С кровати доносилось ровное дыхание Розалии. Аршанжо встал со стула и пошел прикрыть пышную наготу молодой женщины. Она заснула с улыбкой на устах, согретая теплом нежных слов, таких желанных, таких нужных. Десять с лишним лет назад, когда ей едва минуло семнадцать, нахальный Роберто, сын полковника Лоурейро, взял ее за подбородок и сказал: «Красавица, ты уже годишься в постель». После сына был отец. Полковник купил ей платье и дал немного денег. Она поселилась в Алагоиньясе, в пансионе, и пошла по рукам. В Баию приехала с каким-то коммивояжером, Педро Аршанжо встретил ее на Террейро Иисуса, где она покупала апельсины. Только сойдясь с ним, Розалия поняла, что она человек, а не вещь, не подстилка.
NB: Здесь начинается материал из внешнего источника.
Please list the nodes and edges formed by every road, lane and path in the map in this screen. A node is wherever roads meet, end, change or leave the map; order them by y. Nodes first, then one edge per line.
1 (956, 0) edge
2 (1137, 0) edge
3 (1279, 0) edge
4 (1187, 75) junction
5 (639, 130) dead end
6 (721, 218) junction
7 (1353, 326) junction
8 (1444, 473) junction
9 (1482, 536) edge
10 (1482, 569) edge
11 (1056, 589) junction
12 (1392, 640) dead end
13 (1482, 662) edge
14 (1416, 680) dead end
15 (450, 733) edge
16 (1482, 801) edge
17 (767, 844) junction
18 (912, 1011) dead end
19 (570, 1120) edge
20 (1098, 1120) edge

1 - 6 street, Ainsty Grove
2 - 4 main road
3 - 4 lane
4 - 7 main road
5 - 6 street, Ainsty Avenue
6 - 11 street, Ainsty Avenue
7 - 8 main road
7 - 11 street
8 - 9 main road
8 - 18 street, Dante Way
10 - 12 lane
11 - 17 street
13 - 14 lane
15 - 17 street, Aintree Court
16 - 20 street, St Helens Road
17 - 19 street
– Мне надо поговорить с вами, крестный, – повторил Тадеу. – Я пришел просить вашего совета.
– Пойдем погуляем. – Аршанжо ощутил тяжесть на сердце. Ему вспомнилось гаданье в день выпуска Тадеу: хлопоты, дальняя дорога и сердечная тоска.
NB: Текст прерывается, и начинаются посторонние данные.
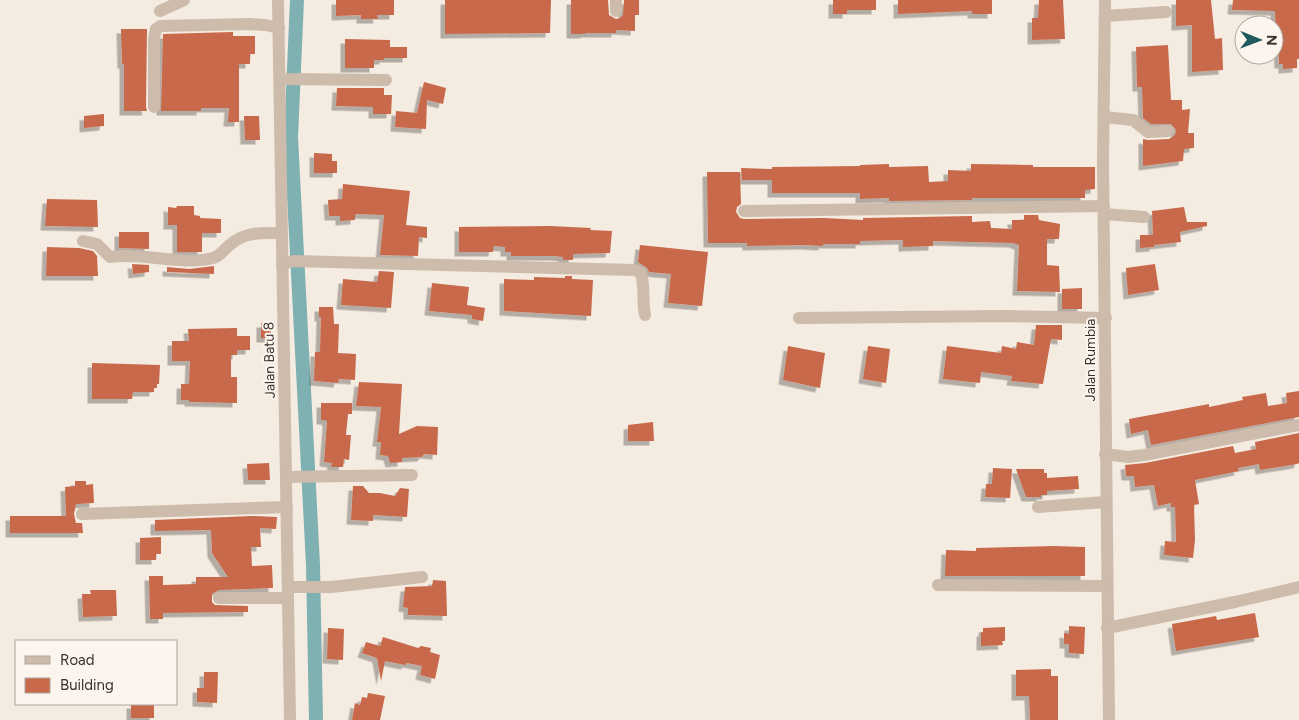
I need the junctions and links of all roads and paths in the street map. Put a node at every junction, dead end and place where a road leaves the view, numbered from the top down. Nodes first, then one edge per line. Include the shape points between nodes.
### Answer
1 (184, 0) edge
2 (278, 0) edge
3 (1105, 0) edge
4 (160, 11) dead end
5 (1166, 12) dead end
6 (1105, 16) junction
7 (279, 28) junction
8 (285, 80) junction
9 (386, 80) dead end
10 (154, 106) dead end
11 (1104, 117) junction
12 (1168, 131) dead end
13 (744, 210) dead end
14 (1104, 210) junction
15 (1144, 217) dead end
16 (282, 233) junction
17 (83, 241) dead end
18 (288, 262) junction
19 (645, 315) dead end
20 (799, 318) dead end
21 (1106, 318) junction
22 (1299, 425) edge
23 (1105, 454) junction
24 (412, 475) dead end
25 (286, 477) junction
26 (1106, 502) junction
27 (287, 507) junction
28 (1038, 507) dead end
29 (82, 514) dead end
30 (422, 577) dead end
31 (938, 585) dead end
32 (1107, 586) junction
33 (1299, 587) edge
34 (292, 591) junction
35 (219, 598) dead end
36 (1107, 628) junction
37 (290, 720) edge
38 (1109, 720) edge

1 - 4 street
2 - 7 street, Jalan Batu 8
3 - 6 street, Jalan Rumbia
5 - 6 street
6 - 11 street, Jalan Rumbia
7 - 8 street, Jalan Batu 8
7 - 10 street via 250,24 161,26 156,29
8 - 9 street
8 - 16 street, Jalan Batu 8
11 - 12 street via 1133,120 1148,132
11 - 14 street, Jalan Rumbia
13 - 14 street
14 - 15 street
14 - 21 street, Jalan Rumbia
16 - 17 street via 255,233 230,244 214,258 194,260 125,255 110,257 97,244
16 - 18 street, Jalan Batu 8
18 - 19 street via 635,270 641,273 644,283 642,302
18 - 25 street, Jalan Batu 8
20 - 21 street
21 - 23 street, Jalan Rumbia
22 - 23 street via 1144,455
23 - 26 street, Jalan Rumbia
24 - 25 street
25 - 27 street, Jalan Batu 8
26 - 28 street
26 - 32 street, Jalan Rumbia
27 - 29 street
27 - 34 street, Jalan Batu 8
30 - 34 street
31 - 32 street
32 - 36 street, Jalan Rumbia
33 - 36 street
34 - 35 street
34 - 37 street, Jalan Batu 8
36 - 38 street, Jalan Rumbia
Они медленно пошли по переулку вверх мимо «Лавки чудес», мельком увидели Лидио Корро, занятого набором и наставлением ученика. Тадеу говорил, Аршанжо слушал понурившись. Совет? Какой тут совет, если ты все уже решил и даже заказал билет на пароход?
– Советовать тебе я не стану, да ты не за тем и пришел. Но думаю, ты правильно делаешь. Мне тебя будет не хватать. Очень. Но удерживать тебя я не могу.
Тадеу решил уволиться со строительства железной дороги и ехать в Рио-де-Жанейро, где он войдет в группу инженеров, которая под руководством Пауло де Фронтина занимается реконструкцией столицы страны, превращая ее в современный город. Приглашением туда он был обязан профессору Бернару, дружному с Фронтином. Будучи в Рио, профессор рассказал, что есть у него молодой протеже, который талантлив, прилежен и честолюбив и мог бы принести немалую пользу, работая в группе знаменитого инженера. «Присылайте парня, мне нужны молодые и способные работники».
– Для меня это шанс, крестный. В Рио есть где развернуться. А здесь в конце концов не пойдешь дальше Управления дорожного строительства. Я же не для того учился, чтобы стать чиновником, торчать за письменным столом ради мизерного жалованья да мечтать о местечке потеплее. Другое дело – юг, там можно сделать настоящую карьеру, тем более если работать с таким человеком, как Фронтин. Не каждому улыбается подобный случай. Профессор Бернар доказал, что он настоящий друг.
– И это все, Тадеу? Тебе не о чем больше рассказать, нечем поделиться? – Местре Аршанжо знал, что главное еще не сказано. Тадеу искал нужные слова, нужный тон.
– Говори, сынок.
Педро Аршанжо почти всегда называл Тадеу по имени, порой даже присовокупляя и фамилию: Тадеу Каньото. Не имел обыкновения в разговоре с ним употреблять свои излюбленные словечки: «мой милый», «дружище». Редко, крайне редко говорил ему «сынок».
– Крестный, я люблю сестру моего соученика. Вы его знаете, я как-то его вам представлял, это Астерио, тот, что выступал от имени выпускников, помните? Сейчас он в Соединенных Штатах, поехал на два года стажироваться при каком-то университете. Семья очень богатая.